» **What you should do**
Without copying any picture, transcribe exactly the lines of the data below from the one containing "Digitize the connectivity" through the one containing "Extract the road".

» **Data**
•••••
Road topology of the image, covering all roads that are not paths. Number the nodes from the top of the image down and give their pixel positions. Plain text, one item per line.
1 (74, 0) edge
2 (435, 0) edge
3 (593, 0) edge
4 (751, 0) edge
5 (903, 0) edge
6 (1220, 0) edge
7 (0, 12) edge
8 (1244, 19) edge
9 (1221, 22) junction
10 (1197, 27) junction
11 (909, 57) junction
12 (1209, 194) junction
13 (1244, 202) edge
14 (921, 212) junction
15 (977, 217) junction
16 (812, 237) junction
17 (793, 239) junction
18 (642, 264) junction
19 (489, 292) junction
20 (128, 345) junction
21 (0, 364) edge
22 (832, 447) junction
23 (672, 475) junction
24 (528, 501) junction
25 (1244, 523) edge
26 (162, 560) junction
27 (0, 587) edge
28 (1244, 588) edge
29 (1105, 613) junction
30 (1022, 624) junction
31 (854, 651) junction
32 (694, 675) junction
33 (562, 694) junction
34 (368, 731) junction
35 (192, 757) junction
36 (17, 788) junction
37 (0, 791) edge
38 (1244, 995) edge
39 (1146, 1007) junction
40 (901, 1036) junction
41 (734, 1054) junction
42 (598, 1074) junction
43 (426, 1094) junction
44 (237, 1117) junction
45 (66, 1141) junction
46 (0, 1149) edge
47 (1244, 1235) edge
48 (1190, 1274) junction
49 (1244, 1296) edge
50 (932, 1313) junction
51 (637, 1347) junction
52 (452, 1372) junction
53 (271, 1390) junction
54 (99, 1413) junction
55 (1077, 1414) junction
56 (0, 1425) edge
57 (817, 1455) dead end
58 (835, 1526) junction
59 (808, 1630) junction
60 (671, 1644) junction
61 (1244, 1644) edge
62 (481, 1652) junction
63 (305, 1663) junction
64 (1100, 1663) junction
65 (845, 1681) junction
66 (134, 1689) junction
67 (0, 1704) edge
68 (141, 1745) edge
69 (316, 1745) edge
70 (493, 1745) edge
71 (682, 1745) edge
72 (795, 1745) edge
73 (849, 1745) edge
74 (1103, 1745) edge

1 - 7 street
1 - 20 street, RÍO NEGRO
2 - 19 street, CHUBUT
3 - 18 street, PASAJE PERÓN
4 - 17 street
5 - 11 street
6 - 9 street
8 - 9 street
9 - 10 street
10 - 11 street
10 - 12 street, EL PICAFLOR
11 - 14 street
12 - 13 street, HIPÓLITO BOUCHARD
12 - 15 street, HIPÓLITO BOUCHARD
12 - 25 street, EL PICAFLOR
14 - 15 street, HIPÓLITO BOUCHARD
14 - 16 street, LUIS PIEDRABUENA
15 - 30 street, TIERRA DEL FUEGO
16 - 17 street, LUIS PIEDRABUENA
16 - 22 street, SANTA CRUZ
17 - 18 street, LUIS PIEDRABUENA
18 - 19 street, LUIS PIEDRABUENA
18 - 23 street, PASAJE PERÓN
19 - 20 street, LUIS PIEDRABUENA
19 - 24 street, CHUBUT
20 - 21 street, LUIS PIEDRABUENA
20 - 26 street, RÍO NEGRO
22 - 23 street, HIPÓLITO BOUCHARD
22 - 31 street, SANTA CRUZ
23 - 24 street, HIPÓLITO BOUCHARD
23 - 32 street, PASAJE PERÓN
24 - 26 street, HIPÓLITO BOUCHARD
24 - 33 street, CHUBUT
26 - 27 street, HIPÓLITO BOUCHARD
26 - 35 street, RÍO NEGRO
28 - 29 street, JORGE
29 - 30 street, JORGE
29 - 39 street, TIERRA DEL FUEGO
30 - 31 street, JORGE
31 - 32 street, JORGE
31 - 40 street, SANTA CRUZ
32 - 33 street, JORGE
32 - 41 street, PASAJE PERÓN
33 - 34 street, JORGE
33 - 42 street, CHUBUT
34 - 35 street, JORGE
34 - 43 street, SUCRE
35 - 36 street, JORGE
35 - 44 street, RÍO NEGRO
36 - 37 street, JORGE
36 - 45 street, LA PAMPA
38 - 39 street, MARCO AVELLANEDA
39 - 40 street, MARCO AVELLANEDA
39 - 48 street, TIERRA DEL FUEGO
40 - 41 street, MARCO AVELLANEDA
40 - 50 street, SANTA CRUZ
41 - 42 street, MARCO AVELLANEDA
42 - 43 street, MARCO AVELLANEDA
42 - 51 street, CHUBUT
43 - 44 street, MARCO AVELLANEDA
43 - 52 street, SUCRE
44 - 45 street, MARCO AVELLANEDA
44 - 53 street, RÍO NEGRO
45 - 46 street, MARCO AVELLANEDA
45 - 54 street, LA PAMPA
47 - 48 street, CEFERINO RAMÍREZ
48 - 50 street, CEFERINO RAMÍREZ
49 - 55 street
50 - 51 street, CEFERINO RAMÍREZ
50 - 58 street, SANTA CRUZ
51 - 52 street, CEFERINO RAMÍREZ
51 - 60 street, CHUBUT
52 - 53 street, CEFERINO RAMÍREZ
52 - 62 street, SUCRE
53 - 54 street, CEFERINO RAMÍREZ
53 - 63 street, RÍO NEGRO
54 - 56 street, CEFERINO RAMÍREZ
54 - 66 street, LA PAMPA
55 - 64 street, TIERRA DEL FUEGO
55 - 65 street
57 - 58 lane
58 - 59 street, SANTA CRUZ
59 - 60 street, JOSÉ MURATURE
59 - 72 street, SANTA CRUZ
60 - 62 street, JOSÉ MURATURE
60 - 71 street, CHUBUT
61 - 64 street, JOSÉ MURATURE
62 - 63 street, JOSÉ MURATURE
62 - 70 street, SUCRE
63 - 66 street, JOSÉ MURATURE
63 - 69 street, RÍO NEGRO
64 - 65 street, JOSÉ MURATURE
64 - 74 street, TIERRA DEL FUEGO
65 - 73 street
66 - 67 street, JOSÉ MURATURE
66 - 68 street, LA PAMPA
•••••
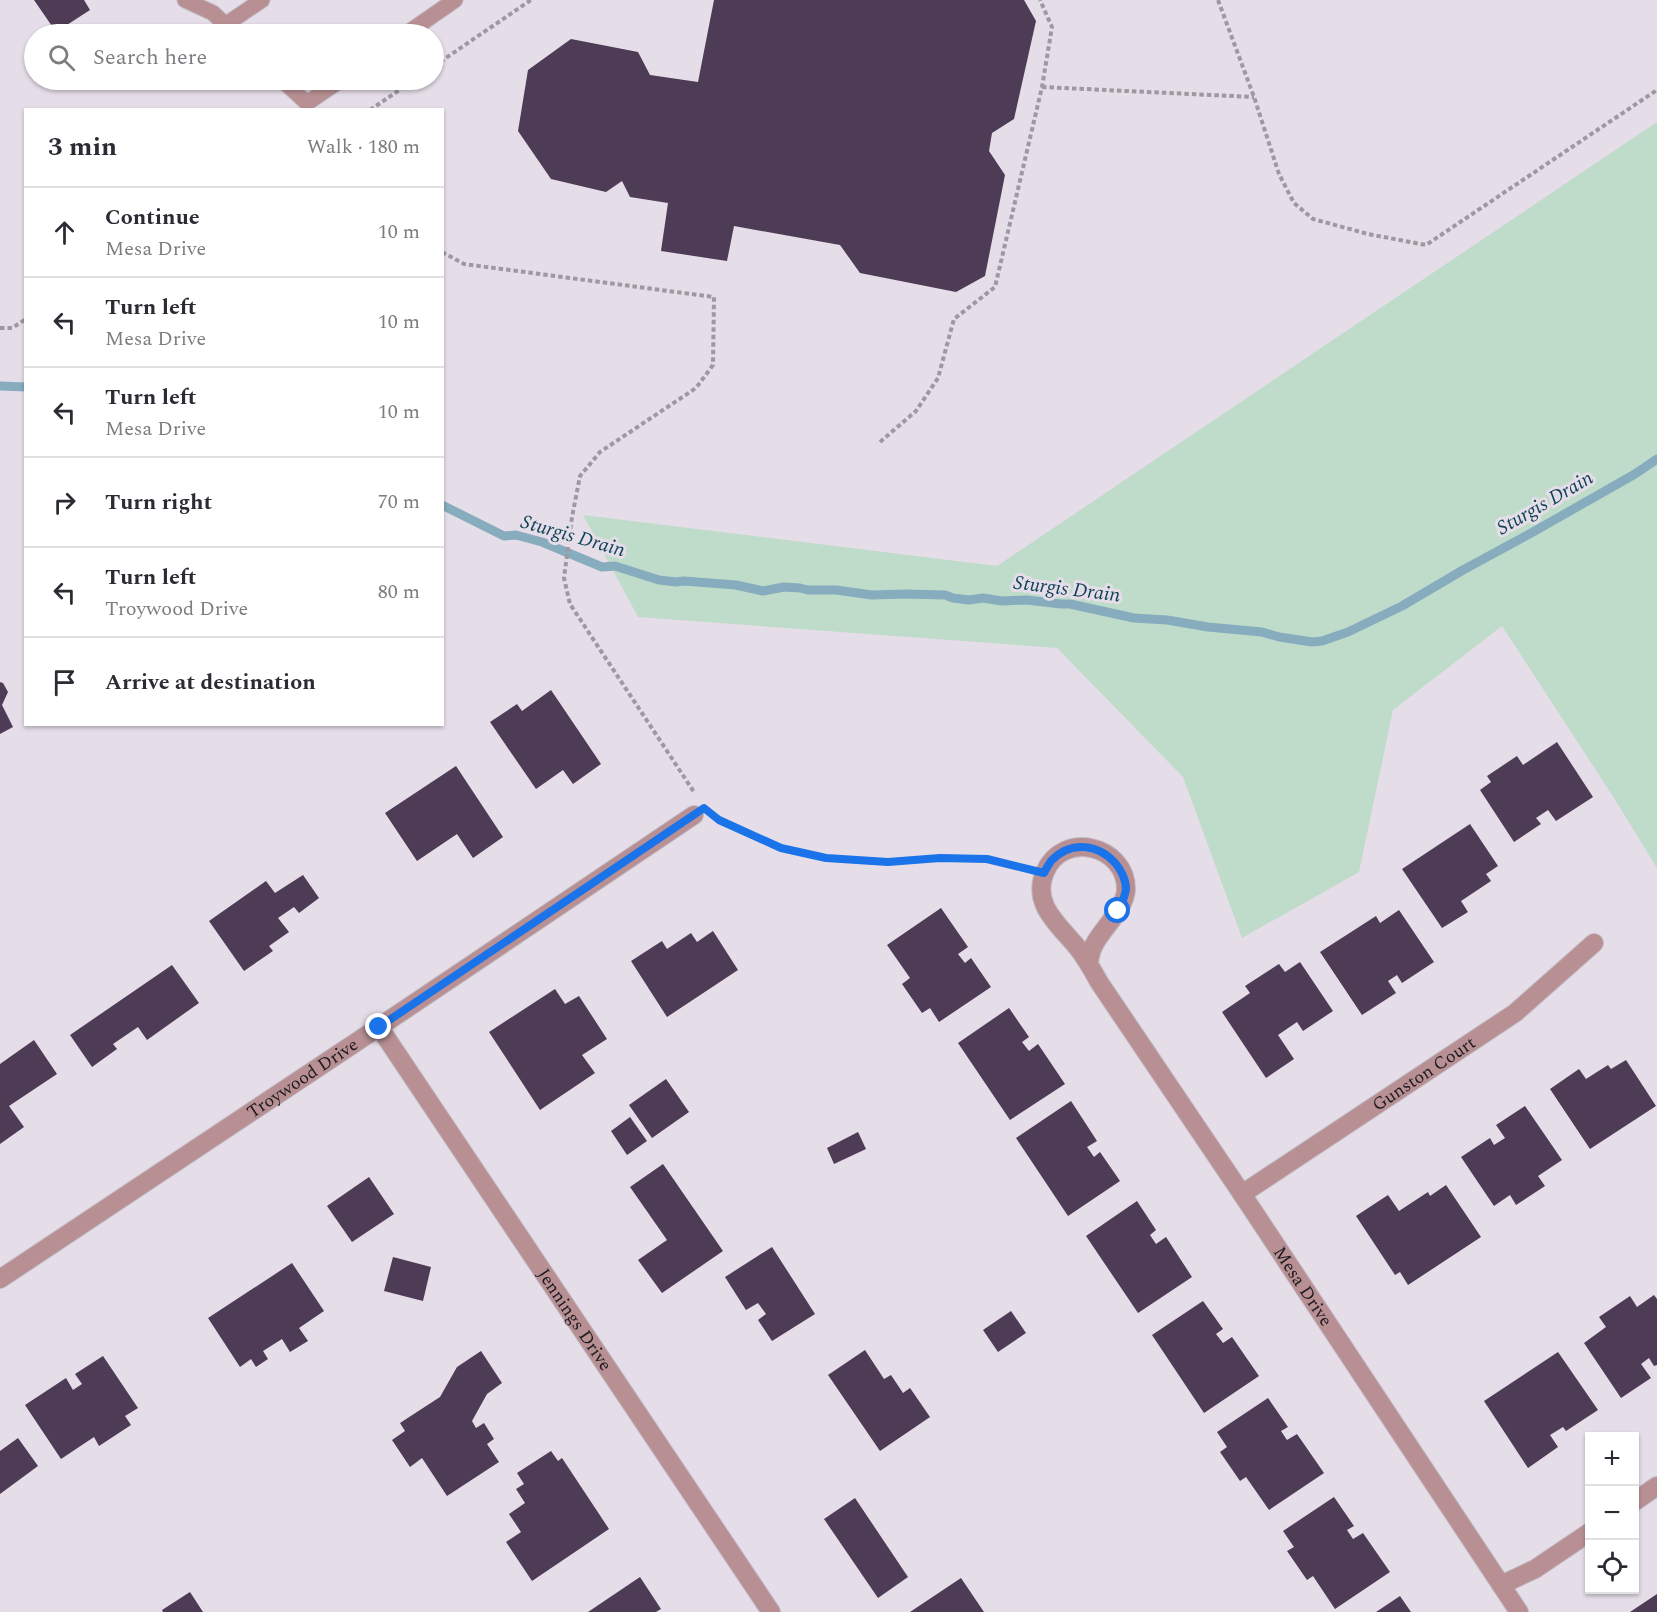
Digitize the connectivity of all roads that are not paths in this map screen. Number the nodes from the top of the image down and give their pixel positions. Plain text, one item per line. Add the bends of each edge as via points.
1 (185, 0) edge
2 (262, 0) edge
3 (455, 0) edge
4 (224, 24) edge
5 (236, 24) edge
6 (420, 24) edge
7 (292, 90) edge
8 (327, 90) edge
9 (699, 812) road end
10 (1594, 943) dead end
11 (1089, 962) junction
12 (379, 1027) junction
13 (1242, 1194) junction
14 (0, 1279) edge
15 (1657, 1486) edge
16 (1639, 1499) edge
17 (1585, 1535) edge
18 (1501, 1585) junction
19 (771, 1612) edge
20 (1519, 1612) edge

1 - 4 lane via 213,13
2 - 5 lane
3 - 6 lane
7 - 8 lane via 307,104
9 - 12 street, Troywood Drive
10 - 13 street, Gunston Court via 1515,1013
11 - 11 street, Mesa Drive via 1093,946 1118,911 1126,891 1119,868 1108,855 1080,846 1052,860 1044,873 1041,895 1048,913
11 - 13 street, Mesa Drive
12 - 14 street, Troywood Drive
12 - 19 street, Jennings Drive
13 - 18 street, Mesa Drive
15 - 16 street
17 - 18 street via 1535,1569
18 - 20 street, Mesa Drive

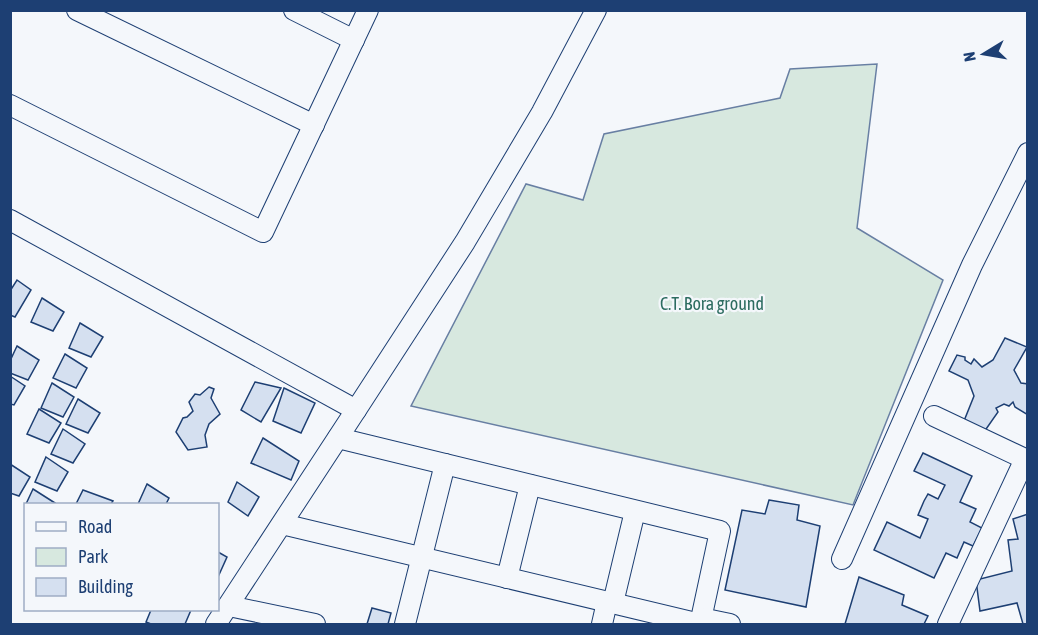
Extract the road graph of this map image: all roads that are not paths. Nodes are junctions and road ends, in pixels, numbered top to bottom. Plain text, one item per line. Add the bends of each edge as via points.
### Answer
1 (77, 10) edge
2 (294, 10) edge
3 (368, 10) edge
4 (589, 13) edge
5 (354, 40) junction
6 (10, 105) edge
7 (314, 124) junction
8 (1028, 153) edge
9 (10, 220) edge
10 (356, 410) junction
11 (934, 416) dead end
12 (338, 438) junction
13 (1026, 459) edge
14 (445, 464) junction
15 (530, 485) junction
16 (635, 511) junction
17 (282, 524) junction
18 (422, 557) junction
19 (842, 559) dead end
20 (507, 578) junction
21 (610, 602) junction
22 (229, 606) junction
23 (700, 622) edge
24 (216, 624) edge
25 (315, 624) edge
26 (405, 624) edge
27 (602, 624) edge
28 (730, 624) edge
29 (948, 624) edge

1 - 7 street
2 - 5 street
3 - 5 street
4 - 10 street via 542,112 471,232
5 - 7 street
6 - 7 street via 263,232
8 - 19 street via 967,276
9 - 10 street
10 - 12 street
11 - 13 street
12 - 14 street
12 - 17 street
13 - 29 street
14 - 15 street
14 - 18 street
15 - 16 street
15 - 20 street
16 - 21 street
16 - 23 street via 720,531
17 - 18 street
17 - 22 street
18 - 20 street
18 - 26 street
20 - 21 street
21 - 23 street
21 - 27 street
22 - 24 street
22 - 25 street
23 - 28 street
•••••
» **Result below**
Digitize the connectivity of all roads that are not paths in this map screen. Number the nodes from the top of the image down and give their pixel positions. Plain text, one item per line. Add the bends of each edge as via points.
1 (185, 0) edge
2 (262, 0) edge
3 (455, 0) edge
4 (224, 24) edge
5 (236, 24) edge
6 (420, 24) edge
7 (292, 90) edge
8 (327, 90) edge
9 (699, 812) road end
10 (1594, 943) dead end
11 (1089, 962) junction
12 (379, 1027) junction
13 (1242, 1194) junction
14 (0, 1279) edge
15 (1657, 1486) edge
16 (1639, 1499) edge
17 (1585, 1535) edge
18 (1501, 1585) junction
19 (771, 1612) edge
20 (1519, 1612) edge

1 - 4 lane via 213,13
2 - 5 lane
3 - 6 lane
7 - 8 lane via 307,104
9 - 12 street, Troywood Drive
10 - 13 street, Gunston Court via 1515,1013
11 - 11 street, Mesa Drive via 1093,946 1118,911 1126,891 1119,868 1108,855 1080,846 1052,860 1044,873 1041,895 1048,913
11 - 13 street, Mesa Drive
12 - 14 street, Troywood Drive
12 - 19 street, Jennings Drive
13 - 18 street, Mesa Drive
15 - 16 street
17 - 18 street via 1535,1569
18 - 20 street, Mesa Drive

Extract the road graph of this map image: all roads that are not paths. Nodes are junctions and road ends, in pixels, numbered top to bottom. Plain text, one item per line. Add the bends of each edge as via points.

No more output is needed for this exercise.